- BMKG, BPBD DKI, dan TNI AU menggelar Operasi Modifikasi Cuaca (OMC) pada 16–22 Januari 2026 di Halim Perdanakusuma.
- OMC bertujuan mengurangi curah hujan tinggi dengan menyemai garam dan kapur sebelum awan mencapai daratan Jabodetabek.
- OMC sebelumnya (13–19 Januari 2026) telah dilakukan dengan menyemai total 28,8 ton bahan ke udara.
Suara.com - Pemerintah kembali mengandalkan operasi modifikasi cuaca (OMC) untuk menekan risiko bencana hidrometeorologi di Jakarta dan sekitarnya.
Badan Meteorologi, Klimatologi, dan Geofisika (BMKG) bersama Badan Penanggulangan Bencana Daerah (BPBD) DKI Jakarta serta TNI Angkatan Udara menggelar OMC selama 16–22 Januari 2026.
Operasi ini dipusatkan di Pos Komando Lanud Halim Perdanakusuma, Jakarta Timur, dengan menyiagakan satu unit pesawat Casa 212 seri 200 bernomor registrasi A-2105 beserta bahan semai berupa NaCl (garam) dan CaO (kapur).
Deputi Bidang Modifikasi Cuaca BMKG, Tri Handoko Seto, mengatakan OMC dilakukan sebagai langkah siaga darurat menghadapi potensi curah hujan tinggi yang rawan memicu bencana di musim hujan.
“OMC di Jakarta ini merupakan bagian dari upaya penanganan siaga darurat bencana hidrometeorologi di wilayah Provinsi DKI Jakarta dan sekitarnya,” kata Seto di Jakarta, Selasa (21/1).
Seto menjelaskan, strategi utama penyemaian adalah menjatuhkan awan-awan hujan saat masih berada di lautan sebelum bergerak ke daratan Jabodetabek.
Selain itu, penyemaian juga diarahkan untuk menghambat pertumbuhan awan-awan baru agar tidak berkembang secara optimal di wilayah darat.
Sebelumnya, BMKG telah melaksanakan OMC pada 13–19 Januari 2026 dengan total 31 sorti penerbangan.
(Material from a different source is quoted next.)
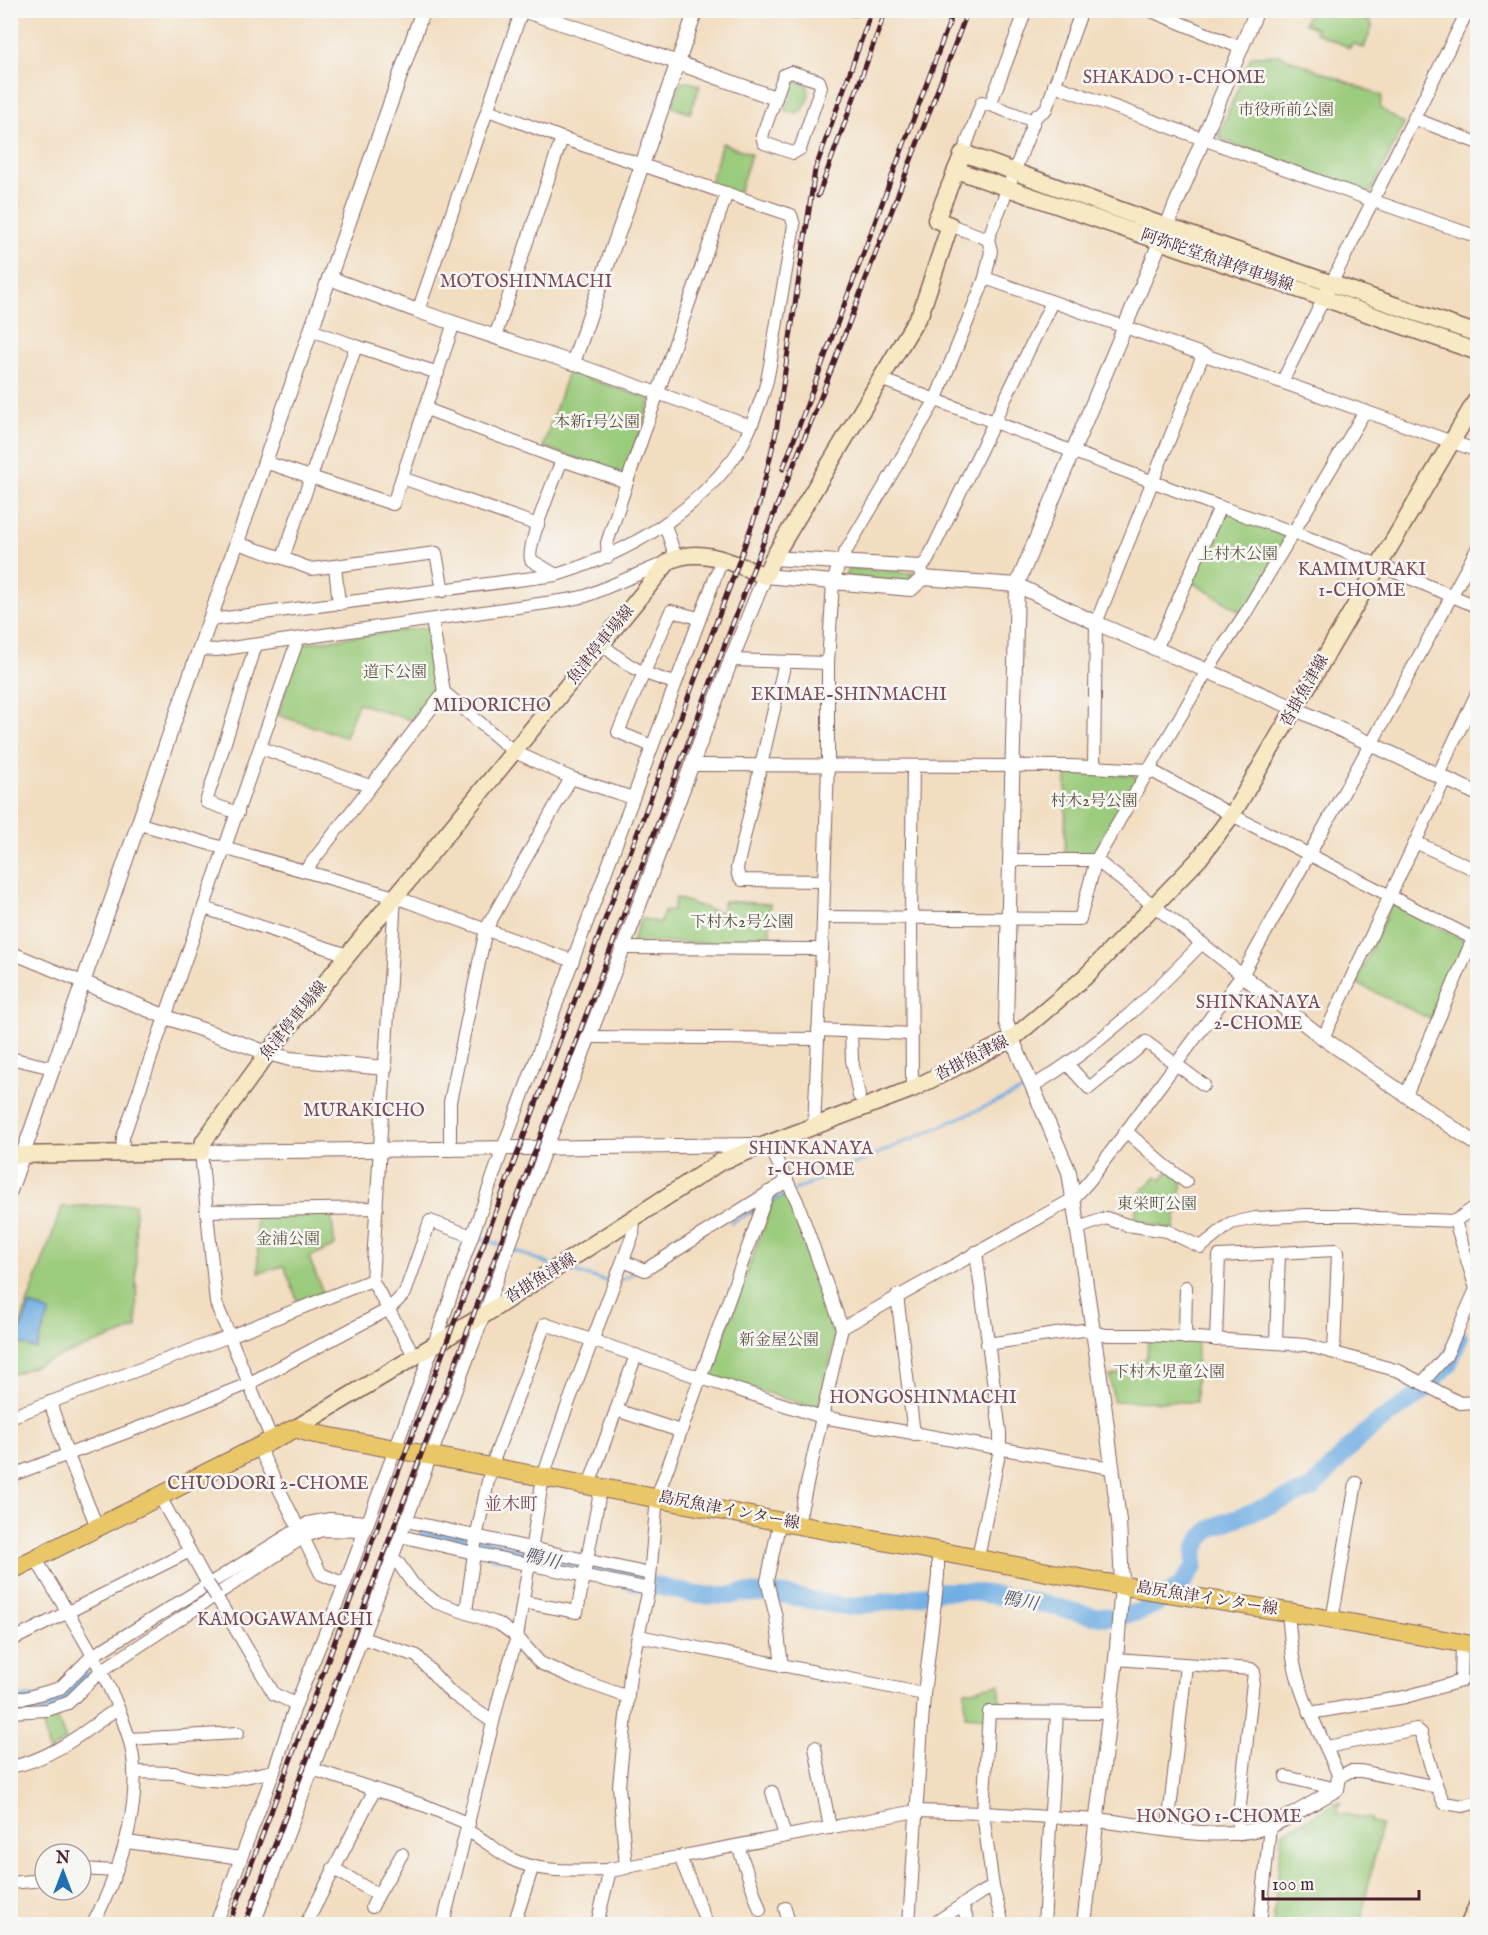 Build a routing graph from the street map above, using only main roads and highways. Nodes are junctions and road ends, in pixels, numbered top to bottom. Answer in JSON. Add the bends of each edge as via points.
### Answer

Dalam periode tersebut, sebanyak 21,4 ton NaCl dan 7,4 ton CaO telah disemai.
Direktur Operasi Modifikasi Cuaca BMKG Budi Harsoyo menegaskan, seluruh rangkaian OMC berada di bawah supervisi teknis BMKG.
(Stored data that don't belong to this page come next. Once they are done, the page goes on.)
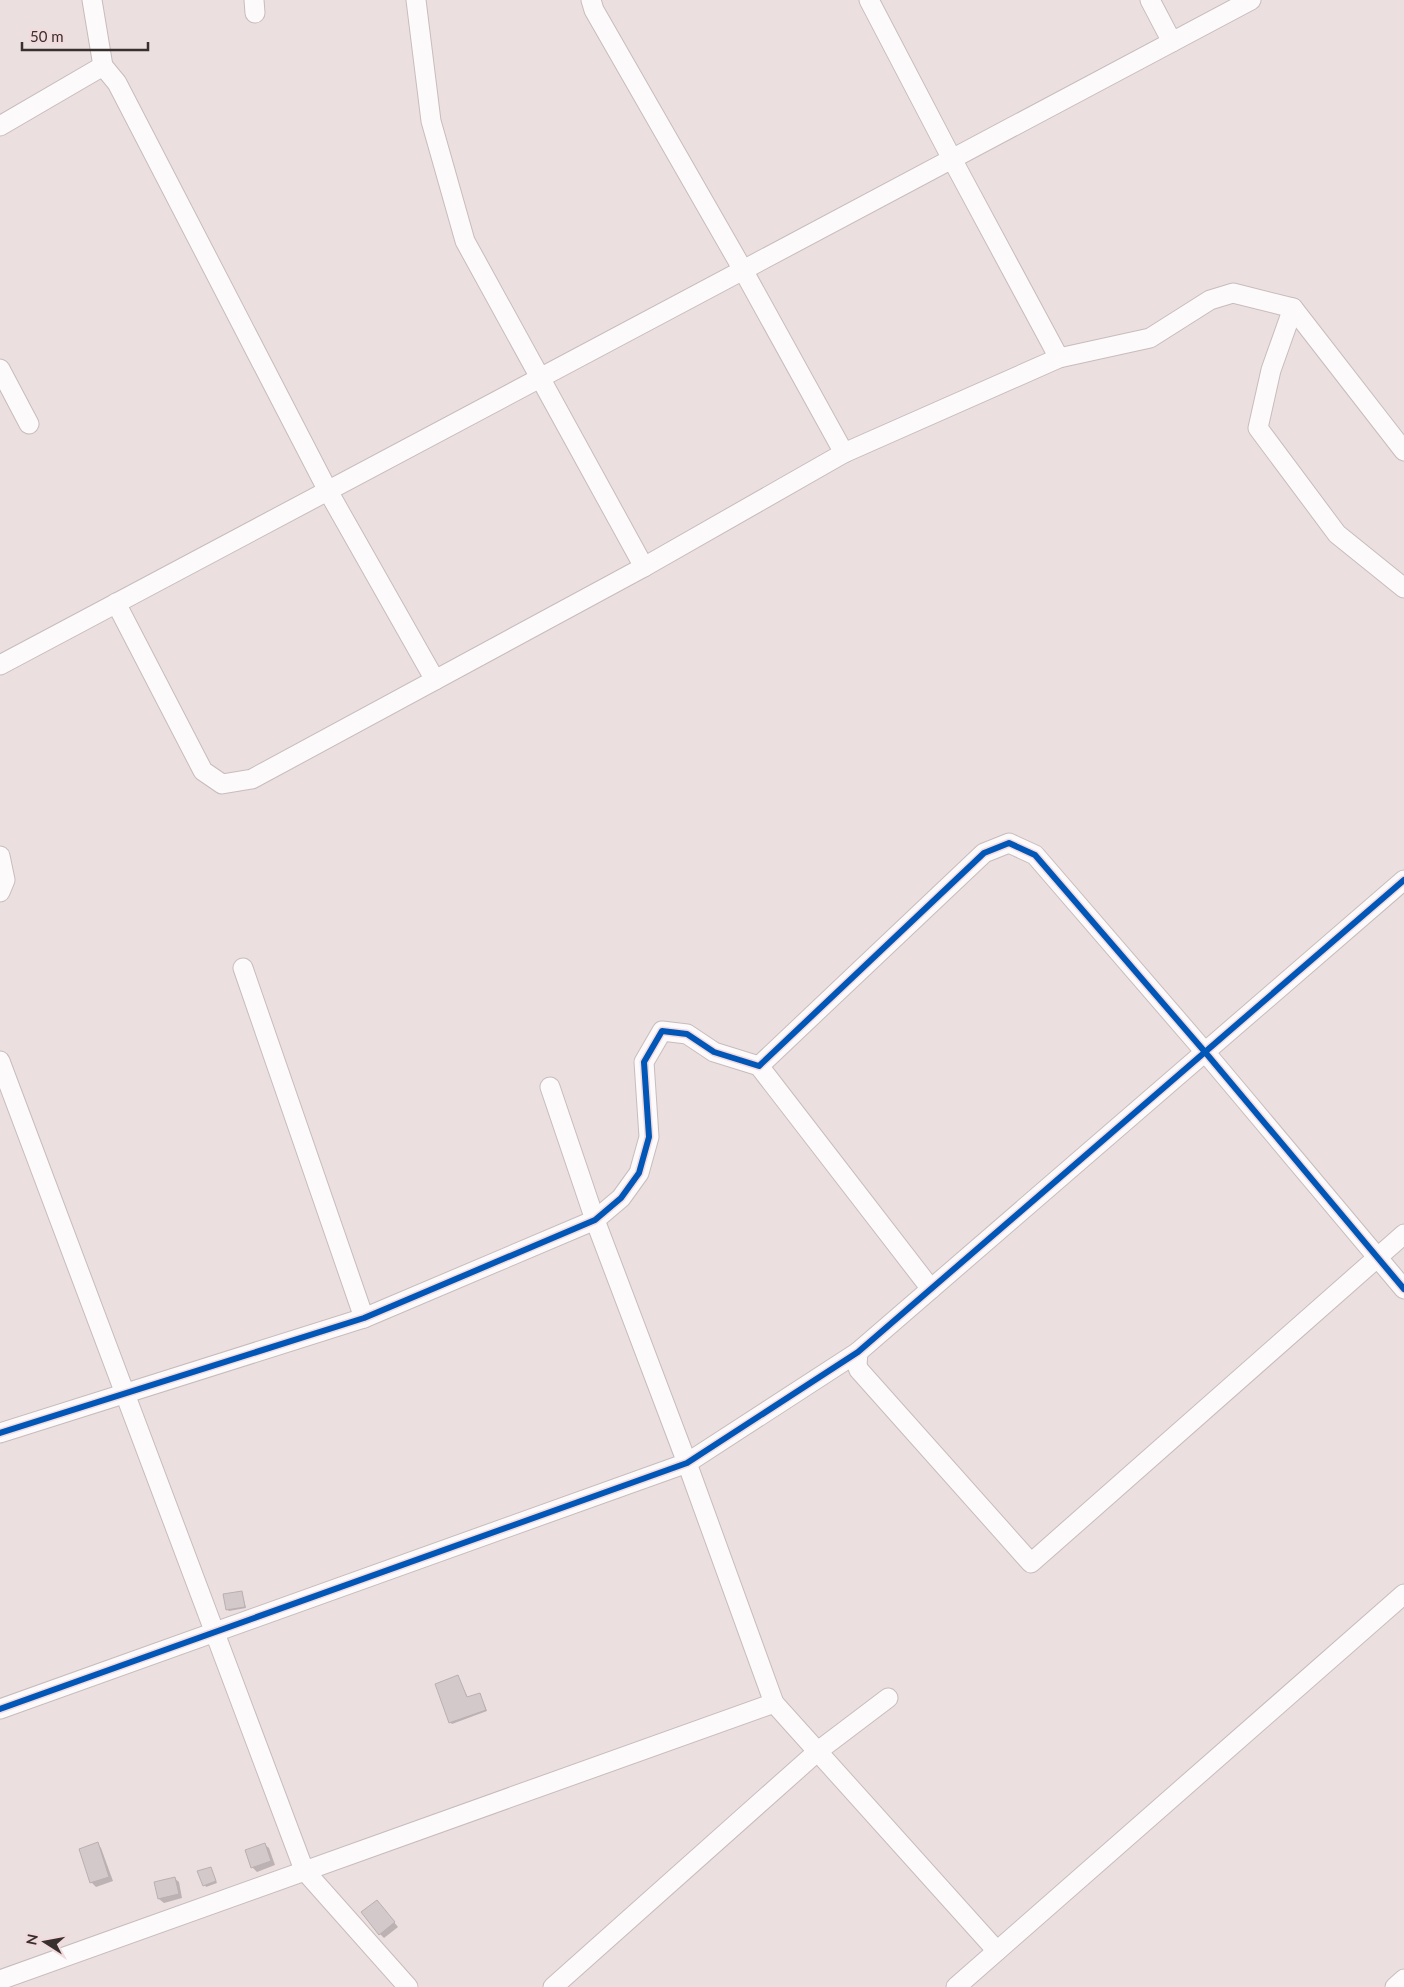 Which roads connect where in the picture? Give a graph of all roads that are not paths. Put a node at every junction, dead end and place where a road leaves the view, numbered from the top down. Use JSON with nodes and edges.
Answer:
{"nodes":[{"id":1,"x":92,"y":0,"type":"edge"},
{"id":2,"x":416,"y":0,"type":"edge"},
{"id":3,"x":591,"y":0,"type":"edge"},
{"id":4,"x":869,"y":0,"type":"edge"},
{"id":5,"x":1150,"y":0,"type":"edge"},
{"id":6,"x":1251,"y":0,"type":"edge"},
{"id":7,"x":1172,"y":42,"type":"junction"},
{"id":8,"x":103,"y":66,"type":"junction"},
{"id":9,"x":0,"y":126,"type":"edge"},
{"id":10,"x":952,"y":159,"type":"junction"},
{"id":11,"x":743,"y":270,"type":"junction"},
{"id":12,"x":1293,"y":308,"type":"junction"},
{"id":13,"x":1059,"y":358,"type":"junction"},
{"id":14,"x":0,"y":369,"type":"edge"},
{"id":15,"x":540,"y":378,"type":"junction"},
{"id":16,"x":29,"y":424,"type":"dead end"},
{"id":17,"x":1404,"y":450,"type":"edge"},
{"id":18,"x":844,"y":453,"type":"junction"},
{"id":19,"x":328,"y":491,"type":"junction"},
{"id":20,"x":644,"y":567,"type":"junction"},
{"id":21,"x":1404,"y":588,"type":"edge"},
{"id":22,"x":116,"y":603,"type":"junction"},
{"id":23,"x":0,"y":664,"type":"edge"},
{"id":24,"x":436,"y":680,"type":"junction"},
{"id":25,"x":0,"y":856,"type":"edge"},
{"id":26,"x":1404,"y":880,"type":"edge"},
{"id":27,"x":0,"y":892,"type":"edge"},
{"id":28,"x":243,"y":968,"type":"dead end"},
{"id":29,"x":1205,"y":1052,"type":"junction"},
{"id":30,"x":0,"y":1061,"type":"edge"},
{"id":31,"x":759,"y":1066,"type":"junction"},
{"id":32,"x":550,"y":1087,"type":"dead end"},
{"id":33,"x":595,"y":1220,"type":"junction"},
{"id":34,"x":1404,"y":1234,"type":"edge"},
{"id":35,"x":1377,"y":1257,"type":"junction"},
{"id":36,"x":931,"y":1289,"type":"junction"},
{"id":37,"x":1404,"y":1290,"type":"edge"},
{"id":38,"x":364,"y":1318,"type":"junction"},
{"id":39,"x":858,"y":1352,"type":"junction"},
{"id":40,"x":125,"y":1394,"type":"junction"},
{"id":41,"x":0,"y":1433,"type":"edge"},
{"id":42,"x":687,"y":1463,"type":"junction"},
{"id":43,"x":1404,"y":1594,"type":"edge"},
{"id":44,"x":214,"y":1632,"type":"junction"},
{"id":45,"x":888,"y":1698,"type":"dead end"},
{"id":46,"x":774,"y":1703,"type":"junction"},
{"id":47,"x":0,"y":1709,"type":"edge"},
{"id":48,"x":818,"y":1751,"type":"junction"},
{"id":49,"x":304,"y":1870,"type":"junction"},
{"id":50,"x":997,"y":1951,"type":"junction"},
{"id":51,"x":1404,"y":1979,"type":"edge"},
{"id":52,"x":0,"y":1980,"type":"edge"},
{"id":53,"x":408,"y":1987,"type":"edge"},
{"id":54,"x":553,"y":1987,"type":"edge"},
{"id":55,"x":956,"y":1987,"type":"edge"},
{"id":56,"x":1395,"y":1987,"type":"edge"}],
"edges":[{"from":1,"to":8,"type":"street"},
{"from":2,"to":15,"type":"street"},
{"from":3,"to":11,"type":"street"},
{"from":4,"to":10,"type":"street"},
{"from":5,"to":7,"type":"street"},
{"from":6,"to":7,"type":"street"},
{"from":7,"to":10,"type":"street"},
{"from":8,"to":9,"type":"street"},
{"from":8,"to":19,"type":"street"},
{"from":10,"to":11,"type":"street"},
{"from":10,"to":13,"type":"street"},
{"from":11,"to":15,"type":"street"},
{"from":11,"to":18,"type":"street"},
{"from":12,"to":13,"type":"street"},
{"from":12,"to":17,"type":"street"},
{"from":12,"to":21,"type":"street"},
{"from":13,"to":18,"type":"street"},
{"from":14,"to":16,"type":"street"},
{"from":15,"to":19,"type":"street"},
{"from":15,"to":20,"type":"street"},
{"from":18,"to":20,"type":"street"},
{"from":19,"to":22,"type":"street"},
{"from":19,"to":24,"type":"street"},
{"from":20,"to":24,"type":"street"},
{"from":22,"to":23,"type":"street"},
{"from":22,"to":24,"type":"street"},
{"from":25,"to":27,"type":"street"},
{"from":26,"to":29,"type":"street"},
{"from":28,"to":38,"type":"street"},
{"from":29,"to":31,"type":"street"},
{"from":29,"to":35,"type":"street"},
{"from":29,"to":36,"type":"street"},
{"from":30,"to":40,"type":"street"},
{"from":31,"to":33,"type":"street"},
{"from":31,"to":36,"type":"street"},
{"from":32,"to":33,"type":"street"},
{"from":33,"to":38,"type":"street"},
{"from":33,"to":42,"type":"street"},
{"from":34,"to":35,"type":"street"},
{"from":35,"to":37,"type":"street"},
{"from":35,"to":39,"type":"street"},
{"from":36,"to":39,"type":"street"},
{"from":38,"to":40,"type":"street"},
{"from":39,"to":42,"type":"street"},
{"from":40,"to":41,"type":"street"},
{"from":40,"to":44,"type":"street"},
{"from":42,"to":44,"type":"street"},
{"from":42,"to":46,"type":"street"},
{"from":43,"to":50,"type":"street"},
{"from":44,"to":47,"type":"street"},
{"from":44,"to":49,"type":"street"},
{"from":45,"to":48,"type":"street"},
{"from":46,"to":48,"type":"street"},
{"from":46,"to":49,"type":"street"},
{"from":48,"to":50,"type":"street"},
{"from":48,"to":54,"type":"street"},
{"from":49,"to":52,"type":"street"},
{"from":49,"to":53,"type":"street"},
{"from":50,"to":55,"type":"street"},
{"from":51,"to":56,"type":"street"}]}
Baca Juga: BMKG Gandeng Teknologi AI untuk Prediksi Hujan, Akurasi Diklaim Makin Tinggi
Setiap penerbangan penyemaian dilakukan berdasarkan pemantauan radar cuaca dan pertimbangan teknis yang matang.
Menurut Budi, saat ini terdapat sejumlah fenomena atmosfer yang berpotensi meningkatkan hujan di sebagian wilayah Jabodetabek, di antaranya Madden-Julian Oscillation (MJO) fase 2, gelombang frekuensi rendah, gelombang Kelvin, serta kondisi Outgoing Longwave Radiation (OLR) yang bernilai negatif.
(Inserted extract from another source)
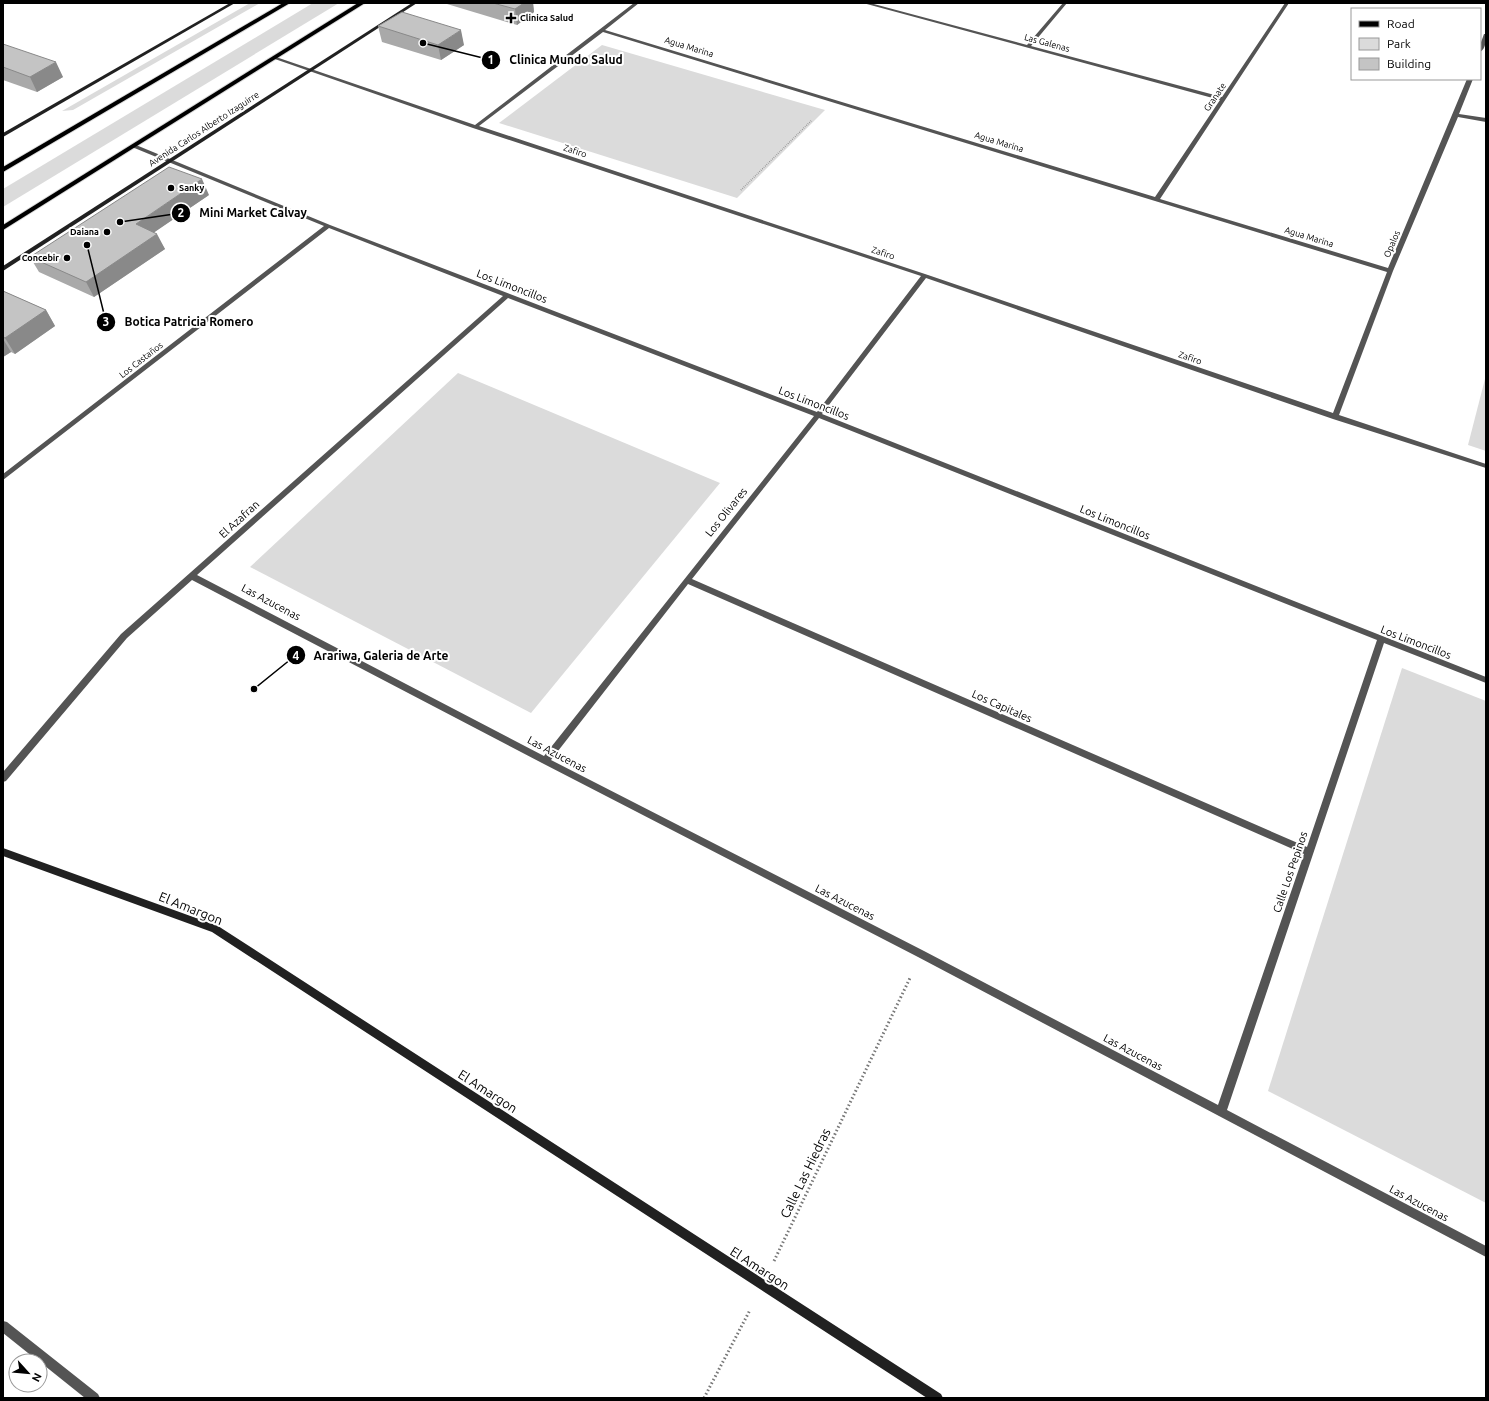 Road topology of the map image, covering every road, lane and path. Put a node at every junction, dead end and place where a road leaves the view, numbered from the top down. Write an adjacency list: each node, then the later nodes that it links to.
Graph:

“Secara umum, kelembapan udara di wilayah Jabodetabek berkisar 40–100 persen pada lapisan 925–500 hPa,” ujarnya.
Ia menambahkan, labilitas atmosfer menunjukkan kondisi massa udara labil lemah dengan potensi konveksi sedang. Karena itu, fokus utama OMC adalah mengurangi awan-awan hujan yang berkembang dan bergerak menuju wilayah Jakarta.
“Prioritas utama kami adalah mengurangi awan-awan hujan yang berkembang dan bergerak memasuki wilayah Jakarta sehingga masyarakat dapat melaksanakan aktivitas dengan nyaman dan tenang,” tutur Budi.